• _WHAT YOU SHOULD DO_:
Reproduce the records exactly. Leave the pictures out.
---------- EXCERPTED DATA
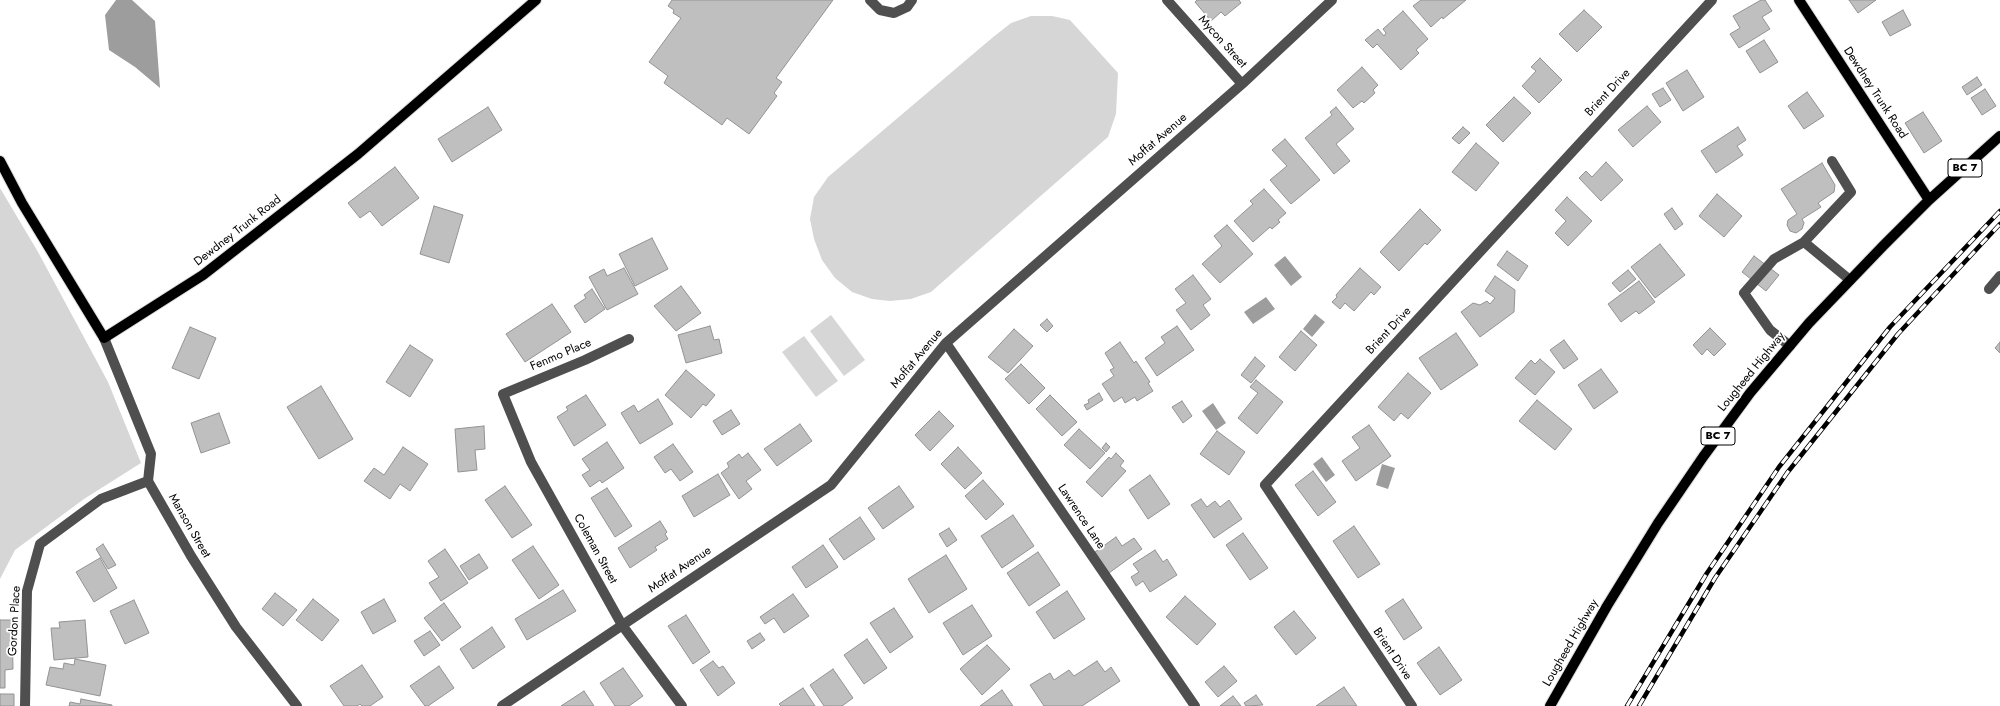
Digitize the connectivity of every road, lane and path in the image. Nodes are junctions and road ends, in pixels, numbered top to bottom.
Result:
1 (536, 0) edge
2 (870, 0) edge
3 (912, 0) edge
4 (915, 0) edge
5 (1167, 0) edge
6 (1332, 0) edge
7 (1712, 0) edge
8 (1799, 0) edge
9 (1242, 84) junction
10 (2000, 136) edge
11 (0, 161) edge
12 (1832, 161) dead end
13 (1929, 200) junction
14 (1804, 242) junction
15 (2000, 276) edge
16 (1850, 280) junction
17 (1989, 289) dead end
18 (104, 338) junction
19 (629, 339) dead end
20 (946, 343) junction
21 (1790, 346) junction
22 (503, 394) joint
23 (148, 481) junction
24 (622, 625) junction
25 (25, 706) edge
26 (297, 706) edge
27 (502, 706) edge
28 (682, 706) edge
29 (1195, 706) edge
30 (1412, 706) edge
31 (1550, 706) edge

1 - 18 main road, Dewdney Trunk Road
2 - 3 street
3 - 4 street
5 - 9 street, Mycon Street
6 - 9 street, Moffat Avenue
7 - 30 street, Brient Drive
8 - 13 main road, Dewdney Trunk Road
9 - 20 street, Moffat Avenue
10 - 13 main road, Lougheed Highway / BC 7
11 - 18 main road
12 - 14 street
13 - 16 main road, Lougheed Highway / BC 7
14 - 16 street
14 - 21 street
15 - 17 street
16 - 21 main road, Lougheed Highway / BC 7
18 - 23 street
19 - 22 street, Fenmo Place
20 - 24 street, Moffat Avenue
20 - 29 street, Lawrence Lane
21 - 31 main road, Lougheed Highway / BC 7
22 - 24 street, Coleman Street
23 - 25 street, Gordon Place
23 - 26 street, Manson Street
24 - 27 street, Moffat Avenue
24 - 28 street, Coleman Street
--------------------
• _ANSWER SECTION_:
Digitize the connectivity of every road, lane and path in the image. Nodes are junctions and road ends, in pixels, numbered top to bottom.
Result:
1 (536, 0) edge
2 (870, 0) edge
3 (912, 0) edge
4 (915, 0) edge
5 (1167, 0) edge
6 (1332, 0) edge
7 (1712, 0) edge
8 (1799, 0) edge
9 (1242, 84) junction
10 (2000, 136) edge
11 (0, 161) edge
12 (1832, 161) dead end
13 (1929, 200) junction
14 (1804, 242) junction
15 (2000, 276) edge
16 (1850, 280) junction
17 (1989, 289) dead end
18 (104, 338) junction
19 (629, 339) dead end
20 (946, 343) junction
21 (1790, 346) junction
22 (503, 394) joint
23 (148, 481) junction
24 (622, 625) junction
25 (25, 706) edge
26 (297, 706) edge
27 (502, 706) edge
28 (682, 706) edge
29 (1195, 706) edge
30 (1412, 706) edge
31 (1550, 706) edge

1 - 18 main road, Dewdney Trunk Road
2 - 3 street
3 - 4 street
5 - 9 street, Mycon Street
6 - 9 street, Moffat Avenue
7 - 30 street, Brient Drive
8 - 13 main road, Dewdney Trunk Road
9 - 20 street, Moffat Avenue
10 - 13 main road, Lougheed Highway / BC 7
11 - 18 main road
12 - 14 street
13 - 16 main road, Lougheed Highway / BC 7
14 - 16 street
14 - 21 street
15 - 17 street
16 - 21 main road, Lougheed Highway / BC 7
18 - 23 street
19 - 22 street, Fenmo Place
20 - 24 street, Moffat Avenue
20 - 29 street, Lawrence Lane
21 - 31 main road, Lougheed Highway / BC 7
22 - 24 street, Coleman Street
23 - 25 street, Gordon Place
23 - 26 street, Manson Street
24 - 27 street, Moffat Avenue
24 - 28 street, Coleman Street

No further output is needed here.